Deshalb muss die Dopingprävention allgemeiner gehalten und das Thema "Doping" breiter gefasst werden. Es geht primär darum, das Verständnis von seiner eigenen Möglichkeiten und seiner Grenzen zu reflektieren. Die Kernbotschaft lautet: "Bevor wir an illegale, unfaire und schädliche Mittel zur Steigerung unserer (körperlichen) Leistungsfähigkeit denken, schöpfen wir die uns eigenen Möglichkeiten voll aus."
Grundsätzlich geht es also darum, den Jugendlichen aufzuzeigen, bei welchen Gelegenheiten und wie häufig sie sich selber begrenzen und so verhindern, dass sie ihr Leistungspotenzial ausschöpfen. Meistens findet diese Selbstbegrenzung dadurch statt, dass sehr schnell sehr viele Ausreden dafür gefunden werden, weshalb eine individuelle Leistungssteigerung nicht erreicht wurde oder nicht zu erreichen ist.

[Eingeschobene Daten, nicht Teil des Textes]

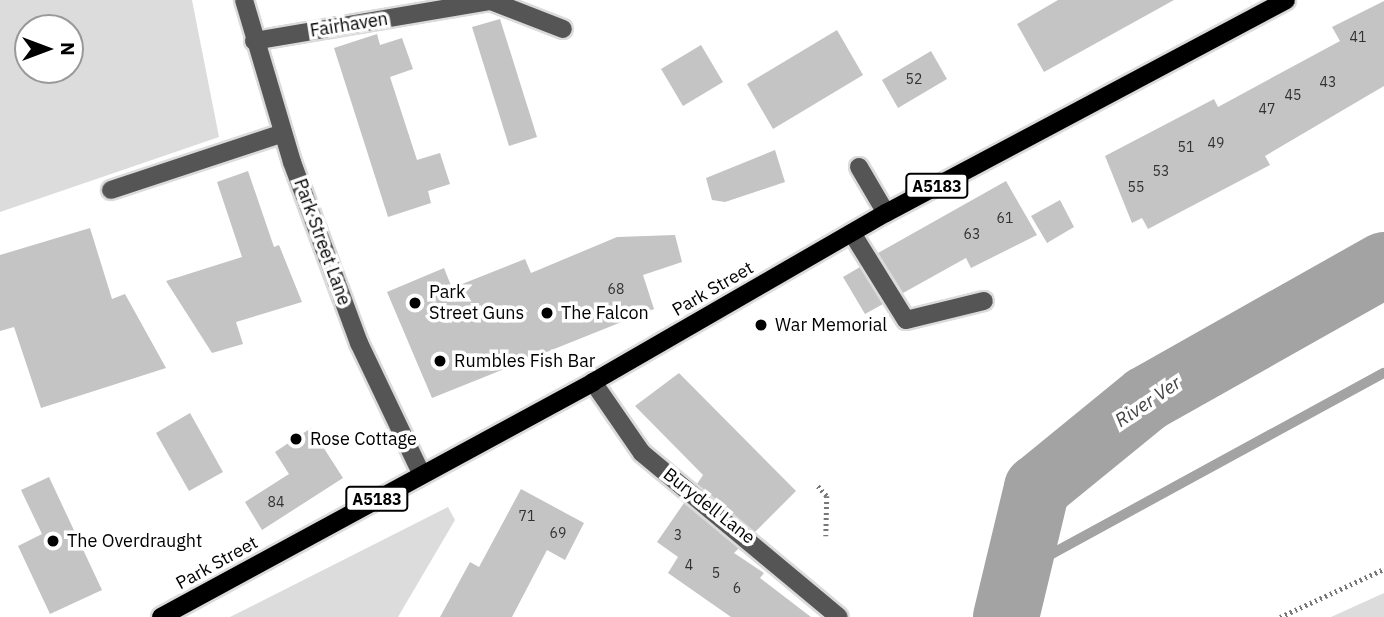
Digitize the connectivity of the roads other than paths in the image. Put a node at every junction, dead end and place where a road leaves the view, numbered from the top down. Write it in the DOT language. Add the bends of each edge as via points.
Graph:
graph roads {
  1 [pos="244,0"];
  2 [pos="1286,0"];
  3 [pos="563,29"];
  4 [pos="254,41"];
  5 [pos="283,133"];
  6 [pos="859,167"];
  7 [pos="111,190"];
  8 [pos="886,213"];
  9 [pos="852,233"];
  10 [pos="984,301"];
  11 [pos="593,382"];
  12 [pos="422,475"];
  13 [pos="832,615"];
  14 [pos="161,617"];
  1 -- 4 [label="street, Park Street Lane"];
  2 -- 8 [label="main road, Park Street / A5183"];
  3 -- 4 [label="street, Fairhaven" via="491,1"];
  4 -- 5 [label="street, Park Street Lane"];
  5 -- 7 [label="street"];
  5 -- 12 [label="street, Park Street Lane" via="359,342"];
  6 -- 8 [label="street"];
  8 -- 9 [label="main road, Park Street / A5183"];
  9 -- 10 [label="street" via="905,320"];
  9 -- 11 [label="main road, Park Street / A5183"];
  11 -- 12 [label="main road, Park Street / A5183"];
  11 -- 13 [label="street, Burydell Lane" via="642,453"];
  12 -- 14 [label="main road, Park Street / A5183"];
}
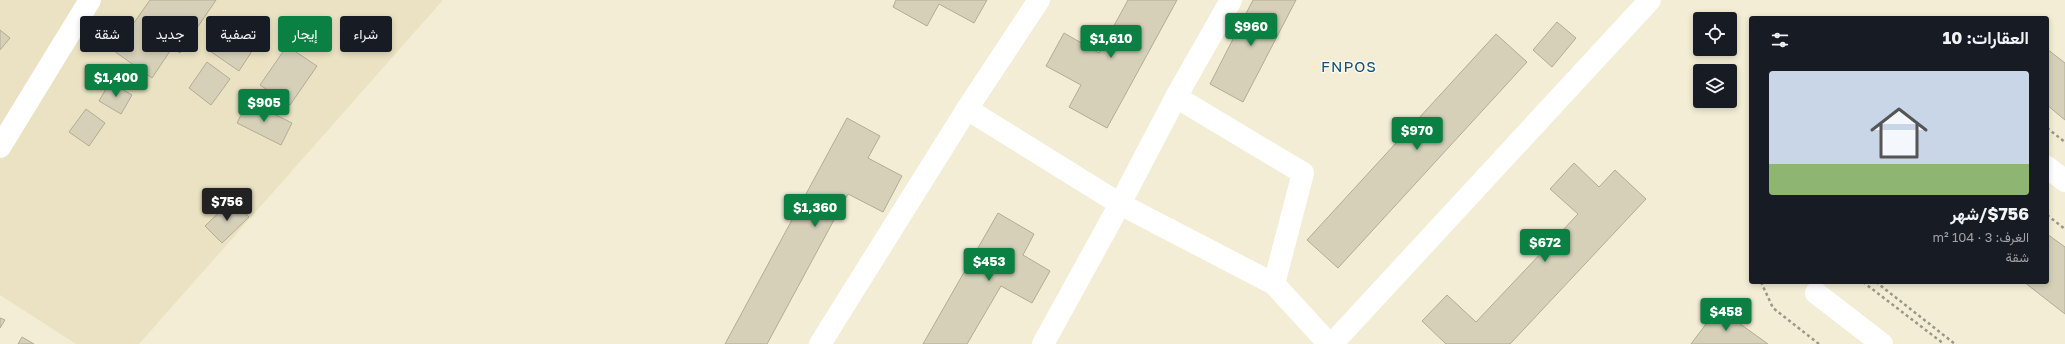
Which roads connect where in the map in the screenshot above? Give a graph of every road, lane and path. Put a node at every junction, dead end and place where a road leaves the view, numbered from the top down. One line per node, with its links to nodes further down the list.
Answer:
1 (90, 0): 9 (street)
2 (1039, 0): 6 (street)
3 (1231, 0): 5 (street)
4 (1650, 0): 22 (street)
5 (1176, 97): 12 (street); 15 (street)
6 (967, 109): 12 (street); 20 (street)
7 (2049, 130): 8 (path)
8 (2065, 142)
9 (0, 147)
10 (2049, 169): 11 (street)
11 (2065, 181)
12 (1120, 204): 15 (street); 21 (street)
13 (2049, 217): 14 (path)
14 (2065, 229)
15 (1274, 284): 22 (street)
16 (1762, 284): 23 (path)
17 (1866, 284): 25 (path)
18 (1879, 284): 26 (path)
19 (1816, 293): 24 (street)
20 (820, 344)
21 (1043, 344)
22 (1330, 344)
23 (1819, 344)
24 (1882, 344)
25 (1944, 344)
26 (1955, 344)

Um dieser Haltung entgegen zu treten, wählen wir für das Gesamtkonzept den Titel "No Excuses".
Damit übernimmt das Gesamtkonzept einen Ansatz, der sowohl in der Dopingprävention als auch in anderen Bereichen der Prävention Eingang gefunden hat. Die Stärkung der individuellen Persönlichkeit und die Analyse des persönlichen Umfeldes hinsichtlich einer Verbesserung der Gesundheit im umfassenden Sinn sind dabei die tragenden Elemente.

Die zu entwickelnden Angebote sollen Lehrpersonen helfen, zahlreiche Forderungen im Rahmen ihres Erziehungs- und Bildungsauftrages (Sach-, Selbst-, Sozial- und Methodenkompetenz) und auf der Basis eines aktuellen Lernverständnisses in neuen Lehr- und Lernformen zu erfüllen. Dabei können wesentliche Fähigkeiten/Fertigkeiten und Arbeitstechniken erarbeitet und angewandt werden. Das Thema eignet sich ideal für eine fächerübergreifende Betrachtung (z. B. Staats- und Wirtschaftskunde, Deutsch, Sport, Ethik und/oder Biologie).
Mit gut strukturierten Lehrunterlagen können (besonders auf der Sekundarstufe II) beispielsweise in Projektarbeit und -wochen, in Ausbildungs- und Prozesseinheiten auf der Berufsschulstufe oder für die selbstständige Bearbeitung von Informationen (z. B. Maturarbeit, Ergänzungsfach) eingesetzt werden.